=== Begin Enclosure ===

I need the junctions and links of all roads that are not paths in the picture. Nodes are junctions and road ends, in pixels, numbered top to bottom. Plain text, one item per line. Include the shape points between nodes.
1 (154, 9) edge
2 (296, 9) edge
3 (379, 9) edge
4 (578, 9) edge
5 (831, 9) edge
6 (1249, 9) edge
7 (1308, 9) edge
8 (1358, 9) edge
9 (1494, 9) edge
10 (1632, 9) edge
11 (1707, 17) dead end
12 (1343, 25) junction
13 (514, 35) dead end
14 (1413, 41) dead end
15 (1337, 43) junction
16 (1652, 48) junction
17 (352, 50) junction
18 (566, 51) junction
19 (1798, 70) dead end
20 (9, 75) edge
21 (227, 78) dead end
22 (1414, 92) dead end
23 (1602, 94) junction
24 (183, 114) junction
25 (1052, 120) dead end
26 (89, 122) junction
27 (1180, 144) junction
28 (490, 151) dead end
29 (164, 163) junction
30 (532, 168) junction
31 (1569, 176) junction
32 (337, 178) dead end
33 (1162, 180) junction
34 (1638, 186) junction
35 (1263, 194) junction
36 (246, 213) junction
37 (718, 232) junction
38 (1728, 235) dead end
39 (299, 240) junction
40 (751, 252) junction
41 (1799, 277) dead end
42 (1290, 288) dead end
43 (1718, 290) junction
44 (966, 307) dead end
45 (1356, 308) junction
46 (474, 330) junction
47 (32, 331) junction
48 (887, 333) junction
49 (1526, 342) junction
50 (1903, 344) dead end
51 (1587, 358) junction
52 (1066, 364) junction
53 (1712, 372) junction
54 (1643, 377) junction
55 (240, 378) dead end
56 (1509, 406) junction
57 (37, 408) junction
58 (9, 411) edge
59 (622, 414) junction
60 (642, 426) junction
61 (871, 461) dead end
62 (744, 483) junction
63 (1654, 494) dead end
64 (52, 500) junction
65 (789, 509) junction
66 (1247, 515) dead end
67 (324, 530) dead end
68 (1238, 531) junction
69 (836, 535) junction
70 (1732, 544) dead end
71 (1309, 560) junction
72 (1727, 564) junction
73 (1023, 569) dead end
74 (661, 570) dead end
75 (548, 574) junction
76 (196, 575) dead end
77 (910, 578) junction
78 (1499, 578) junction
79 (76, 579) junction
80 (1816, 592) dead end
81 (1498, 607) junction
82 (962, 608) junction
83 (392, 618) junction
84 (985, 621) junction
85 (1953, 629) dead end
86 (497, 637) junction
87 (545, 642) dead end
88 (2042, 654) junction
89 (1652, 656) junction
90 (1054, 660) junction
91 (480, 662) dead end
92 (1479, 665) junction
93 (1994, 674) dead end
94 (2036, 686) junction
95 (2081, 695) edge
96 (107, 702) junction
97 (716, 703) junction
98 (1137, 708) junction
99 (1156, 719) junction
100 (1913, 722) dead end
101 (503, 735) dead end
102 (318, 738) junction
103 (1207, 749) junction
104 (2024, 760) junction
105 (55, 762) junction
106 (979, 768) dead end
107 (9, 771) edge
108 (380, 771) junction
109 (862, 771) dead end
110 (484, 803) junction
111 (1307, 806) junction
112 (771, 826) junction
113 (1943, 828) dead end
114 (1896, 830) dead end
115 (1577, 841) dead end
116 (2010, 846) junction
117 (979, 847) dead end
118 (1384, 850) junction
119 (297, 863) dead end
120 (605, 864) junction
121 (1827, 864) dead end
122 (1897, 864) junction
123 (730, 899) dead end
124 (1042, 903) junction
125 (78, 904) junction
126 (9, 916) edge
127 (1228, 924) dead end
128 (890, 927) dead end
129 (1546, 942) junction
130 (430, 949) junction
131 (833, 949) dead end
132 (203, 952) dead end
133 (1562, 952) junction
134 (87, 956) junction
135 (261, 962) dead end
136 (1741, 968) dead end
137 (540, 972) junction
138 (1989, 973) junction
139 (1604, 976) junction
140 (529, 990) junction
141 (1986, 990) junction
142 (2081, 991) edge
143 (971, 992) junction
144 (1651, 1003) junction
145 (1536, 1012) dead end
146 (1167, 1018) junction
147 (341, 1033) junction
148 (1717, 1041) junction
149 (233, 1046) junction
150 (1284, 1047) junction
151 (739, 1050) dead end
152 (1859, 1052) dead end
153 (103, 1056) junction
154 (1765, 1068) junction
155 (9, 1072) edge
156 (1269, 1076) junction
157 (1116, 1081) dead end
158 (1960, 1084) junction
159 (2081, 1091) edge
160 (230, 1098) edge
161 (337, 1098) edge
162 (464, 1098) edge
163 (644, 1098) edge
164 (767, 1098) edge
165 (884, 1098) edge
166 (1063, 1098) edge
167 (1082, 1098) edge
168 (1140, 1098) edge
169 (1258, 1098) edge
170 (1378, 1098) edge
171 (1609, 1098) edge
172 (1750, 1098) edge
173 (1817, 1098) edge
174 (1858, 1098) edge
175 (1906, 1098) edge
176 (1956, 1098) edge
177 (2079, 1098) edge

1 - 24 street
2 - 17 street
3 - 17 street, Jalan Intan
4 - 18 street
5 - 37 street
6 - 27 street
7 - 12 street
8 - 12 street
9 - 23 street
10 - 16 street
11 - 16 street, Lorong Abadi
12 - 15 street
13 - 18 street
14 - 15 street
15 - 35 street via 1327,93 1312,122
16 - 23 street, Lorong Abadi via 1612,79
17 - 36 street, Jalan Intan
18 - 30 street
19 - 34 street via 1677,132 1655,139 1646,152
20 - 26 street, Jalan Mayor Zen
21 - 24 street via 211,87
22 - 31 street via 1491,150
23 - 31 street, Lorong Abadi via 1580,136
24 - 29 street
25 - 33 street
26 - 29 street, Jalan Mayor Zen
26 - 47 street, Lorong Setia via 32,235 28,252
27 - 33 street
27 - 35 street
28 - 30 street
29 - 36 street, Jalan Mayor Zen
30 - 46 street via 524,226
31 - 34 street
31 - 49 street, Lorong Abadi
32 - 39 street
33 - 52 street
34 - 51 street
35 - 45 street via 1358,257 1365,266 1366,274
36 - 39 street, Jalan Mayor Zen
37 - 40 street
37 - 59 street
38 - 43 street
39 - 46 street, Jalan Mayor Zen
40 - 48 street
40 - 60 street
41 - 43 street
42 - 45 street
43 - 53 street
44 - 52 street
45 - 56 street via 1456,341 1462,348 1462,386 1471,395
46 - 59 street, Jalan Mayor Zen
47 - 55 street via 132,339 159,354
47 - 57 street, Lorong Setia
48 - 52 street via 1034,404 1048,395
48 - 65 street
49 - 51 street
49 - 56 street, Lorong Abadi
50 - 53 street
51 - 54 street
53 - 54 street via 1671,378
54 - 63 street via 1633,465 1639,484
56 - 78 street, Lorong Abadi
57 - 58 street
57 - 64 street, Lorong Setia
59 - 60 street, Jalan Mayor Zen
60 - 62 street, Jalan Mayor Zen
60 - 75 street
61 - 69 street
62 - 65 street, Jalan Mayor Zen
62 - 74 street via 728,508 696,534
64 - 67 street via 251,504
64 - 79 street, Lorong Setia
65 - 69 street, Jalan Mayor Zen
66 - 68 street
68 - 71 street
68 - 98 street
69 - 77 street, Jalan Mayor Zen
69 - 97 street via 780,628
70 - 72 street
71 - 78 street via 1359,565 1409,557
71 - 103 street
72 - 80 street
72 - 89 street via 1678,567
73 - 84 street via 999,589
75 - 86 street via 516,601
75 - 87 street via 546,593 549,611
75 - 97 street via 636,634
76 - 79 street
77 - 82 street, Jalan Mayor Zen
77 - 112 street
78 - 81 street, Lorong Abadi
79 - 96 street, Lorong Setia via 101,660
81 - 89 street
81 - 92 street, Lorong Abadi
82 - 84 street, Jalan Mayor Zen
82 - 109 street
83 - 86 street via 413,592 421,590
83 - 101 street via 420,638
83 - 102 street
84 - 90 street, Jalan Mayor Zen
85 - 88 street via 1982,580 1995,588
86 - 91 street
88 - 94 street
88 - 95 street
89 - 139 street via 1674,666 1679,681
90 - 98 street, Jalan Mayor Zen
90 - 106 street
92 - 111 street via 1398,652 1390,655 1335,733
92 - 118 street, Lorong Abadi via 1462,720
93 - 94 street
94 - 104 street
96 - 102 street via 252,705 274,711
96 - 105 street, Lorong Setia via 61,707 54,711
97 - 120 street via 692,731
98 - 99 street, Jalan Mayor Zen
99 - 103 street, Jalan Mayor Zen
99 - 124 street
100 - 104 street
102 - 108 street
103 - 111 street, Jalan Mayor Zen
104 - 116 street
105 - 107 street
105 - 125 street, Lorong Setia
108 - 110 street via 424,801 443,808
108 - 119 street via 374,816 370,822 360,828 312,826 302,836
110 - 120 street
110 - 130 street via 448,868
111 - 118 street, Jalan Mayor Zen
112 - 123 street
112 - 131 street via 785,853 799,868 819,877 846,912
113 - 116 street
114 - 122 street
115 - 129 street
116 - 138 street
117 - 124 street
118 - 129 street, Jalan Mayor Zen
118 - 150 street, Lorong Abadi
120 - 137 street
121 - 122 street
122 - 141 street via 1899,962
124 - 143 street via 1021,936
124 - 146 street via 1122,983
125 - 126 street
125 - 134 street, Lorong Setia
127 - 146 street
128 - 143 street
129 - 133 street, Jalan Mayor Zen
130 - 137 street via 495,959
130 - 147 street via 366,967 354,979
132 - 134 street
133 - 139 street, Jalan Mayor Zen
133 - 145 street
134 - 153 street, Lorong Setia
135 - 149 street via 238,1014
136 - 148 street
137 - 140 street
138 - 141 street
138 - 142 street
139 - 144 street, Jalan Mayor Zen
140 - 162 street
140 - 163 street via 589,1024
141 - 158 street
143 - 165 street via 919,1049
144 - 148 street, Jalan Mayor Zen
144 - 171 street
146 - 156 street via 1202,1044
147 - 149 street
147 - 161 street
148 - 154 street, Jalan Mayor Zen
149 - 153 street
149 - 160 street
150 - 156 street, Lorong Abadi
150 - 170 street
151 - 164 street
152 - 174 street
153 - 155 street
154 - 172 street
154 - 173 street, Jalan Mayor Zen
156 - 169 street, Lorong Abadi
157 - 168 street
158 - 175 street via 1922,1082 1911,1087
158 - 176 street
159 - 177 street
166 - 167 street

=== End Enclosure ===

→ **Activity**:
For each line in the records that holds "Abadi", show that line as it stands.

→ **Answer section**:
11 - 16 street, Lorong Abadi
16 - 23 street, Lorong Abadi via 1612,79
23 - 31 street, Lorong Abadi via 1580,136
31 - 49 street, Lorong Abadi
49 - 56 street, Lorong Abadi
56 - 78 street, Lorong Abadi
78 - 81 street, Lorong Abadi
81 - 92 street, Lorong Abadi
92 - 118 street, Lorong Abadi via 1462,720
118 - 150 street, Lorong Abadi
150 - 156 street, Lorong Abadi
156 - 169 street, Lorong Abadi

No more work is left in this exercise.